"This monograph is a confirmation of the artist Yongbo Zhao's standing, being one of the most fascinating contemporary artists to have emerged from China. Born in Manchuria in 1964, Zhao's artistic talent was recognised at an early age. Following his first taste of success as a schoolboy and after studying art in the provincial capital, he went on to receive national acclaim in China." "While working as a teacher in his late twenties, he became acquainted with the Western European artistic tradition and succumbed to its fascination.
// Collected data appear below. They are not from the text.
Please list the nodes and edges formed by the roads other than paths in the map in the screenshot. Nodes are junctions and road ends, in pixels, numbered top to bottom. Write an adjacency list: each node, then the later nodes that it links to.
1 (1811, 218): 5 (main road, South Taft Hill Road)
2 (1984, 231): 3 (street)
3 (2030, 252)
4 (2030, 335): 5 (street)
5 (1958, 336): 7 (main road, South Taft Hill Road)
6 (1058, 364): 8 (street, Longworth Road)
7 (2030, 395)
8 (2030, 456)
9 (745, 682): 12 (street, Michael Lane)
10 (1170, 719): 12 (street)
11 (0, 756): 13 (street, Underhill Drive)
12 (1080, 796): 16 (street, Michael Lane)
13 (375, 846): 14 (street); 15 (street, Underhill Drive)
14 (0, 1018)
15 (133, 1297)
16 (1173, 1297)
From that time onwards he rejected the Social Realist style that had dominated the art of late twentieth-century China, emigrated to Germany and over a period of four years, occupied himself with the art of the Old Masters and the techniques of their paintings and graphic works." Only once he had mastered the Classical painterly style and had an immense number of ideas for his pictures did he dare to display his talents to the public once again. He began by paraphrasing his own motifs and those of others, combining them to create provocative and often subversive works. In doing so, he repeatedly confronted the myths and idols of the West with those of China's standardized mass society, radically questioning both sides at the same time.
Though Yongbo Zhao is 45 years old he is still considered to be one of the exciting new 'youngsters' in the field of figurative art. Born in China he was a successful 'proper artist' in the Chinese school of thought, painting and teaching with great popularity, until he tasted decadent Western art, emigrating to Germany in 1991 to absorb the edgy works of painters such as Goya, the pre-Raphaelites, and the bizarre images of Hieronymous Bosch. With these seeds firmly planted in his psyche he began producing works, both in painting and in etching that were his own versions of the influences. Now that he has mastered the brush and color techniques of the masters, he is painting some of the more fascinating works before the public today.
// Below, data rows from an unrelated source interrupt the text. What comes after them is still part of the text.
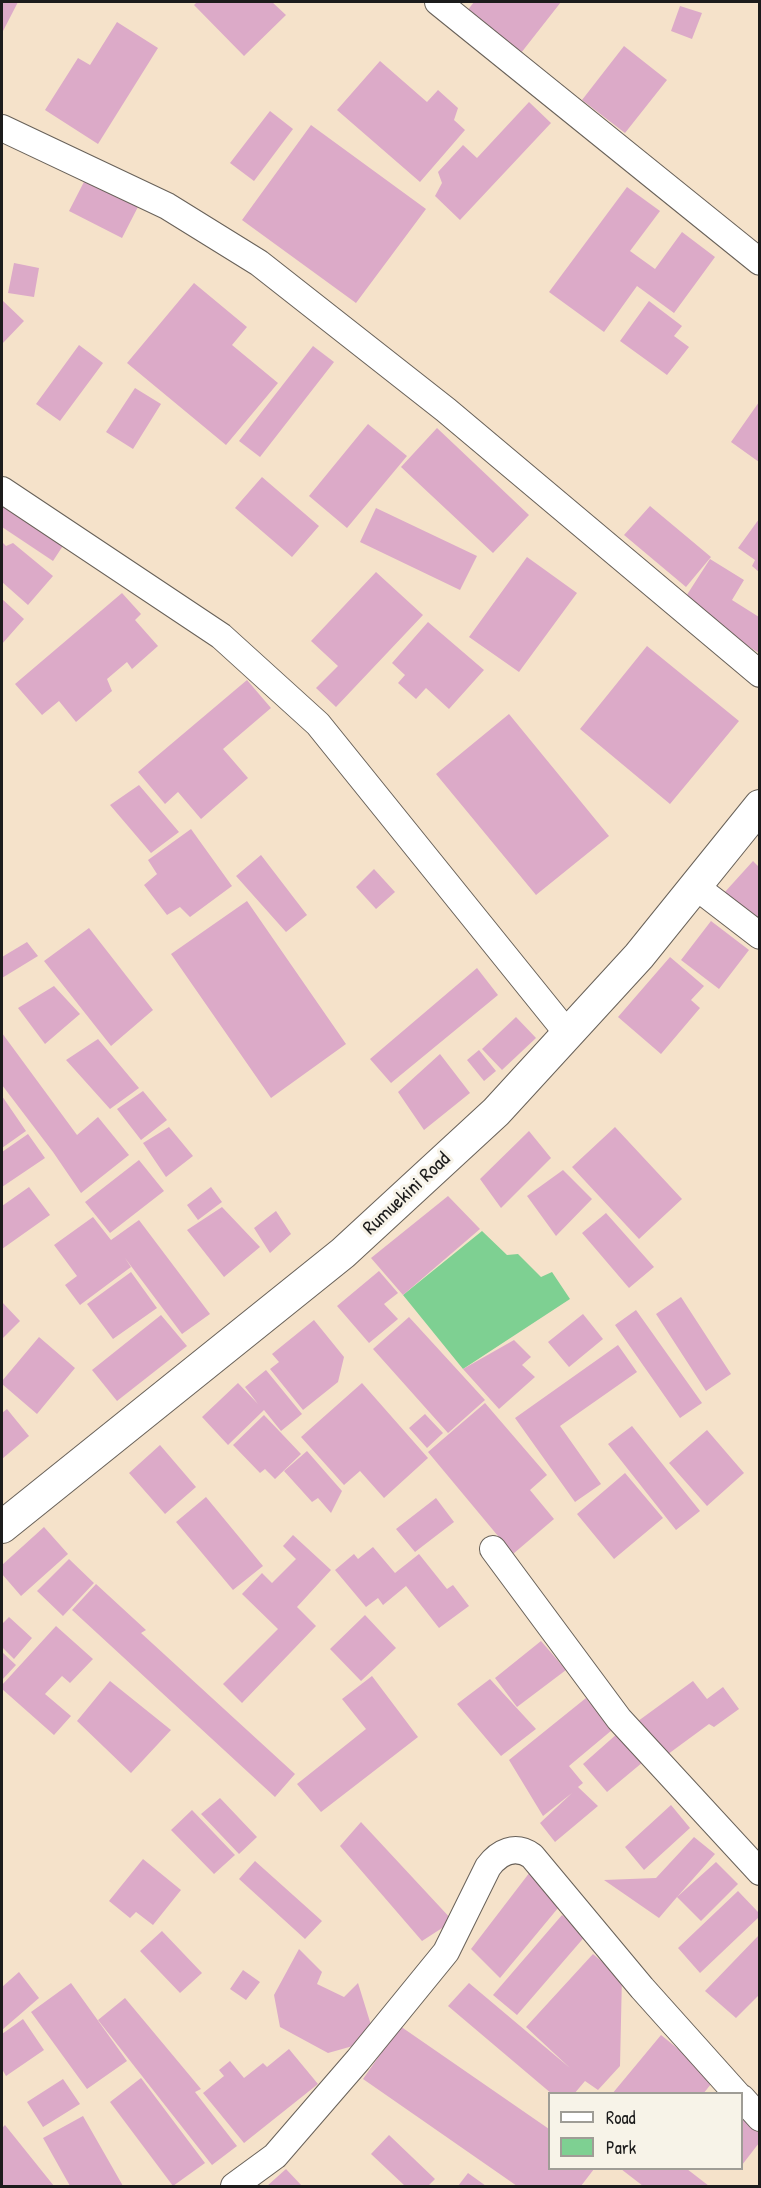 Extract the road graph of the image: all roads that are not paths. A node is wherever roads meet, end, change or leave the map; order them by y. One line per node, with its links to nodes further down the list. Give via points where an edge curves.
1 (438, 2): 3 (street)
2 (2, 128): 5 (street, via 167,206 259,263 446,410)
3 (759, 262)
4 (2, 490): 9 (street, via 221,636 318,724)
5 (759, 674)
6 (759, 806): 7 (street, Rumuekini Road)
7 (695, 886): 8 (street); 9 (street, Rumuekini Road, via 639,956)
8 (759, 936)
9 (568, 1034): 10 (street, Rumuekini Road, via 496,1112 343,1253)
10 (2, 1527)
11 (493, 1549): 12 (street, via 619,1719)
12 (759, 1872)
13 (735, 2092): 16 (street, via 532,1856 516,1849 496,1856 446,1952 358,2060 275,2156)
14 (743, 2100): 15 (street)
15 (759, 2118)
16 (234, 2187)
It is not unfair to find his paintings and etchings and drawings strange and bizarre. His subjects are often animals with humanoid features as well as humanoid behaviors! Bats hanging from the ceiling ('My Bloodsuckers') have human faces and corpulent bodies with human male genitalia; the 'Vulture Men' series deals with elderly warped men with a succulent child on the dinner table; 'Seals' gives the water dwelling forms human faces and female breasts; his cardinals and monks are men with turkey heads with wormy wattles. He paints congregations of frog creatures with bulging abdomens that suggest human indulgence. His very large 'diptych-like' paintings depict a two headed horse ('East meets West' ) with one Western male end and one Eastern female end, or two approaching animal/human forms ('The Encounter') quibbling over food versus art making materials.
These are immaculately rendered paintings, rich in imagination, filled with metaphors, and filled with references to our great Western paintings ('Leda and the Swan', 'We are the People', 'Family Boat', etc.) but always with a signature use of brushstroke and color palette that brings them clearly into focus as Yongbo Zhao originals! Excellent book for an introduction to a great artist.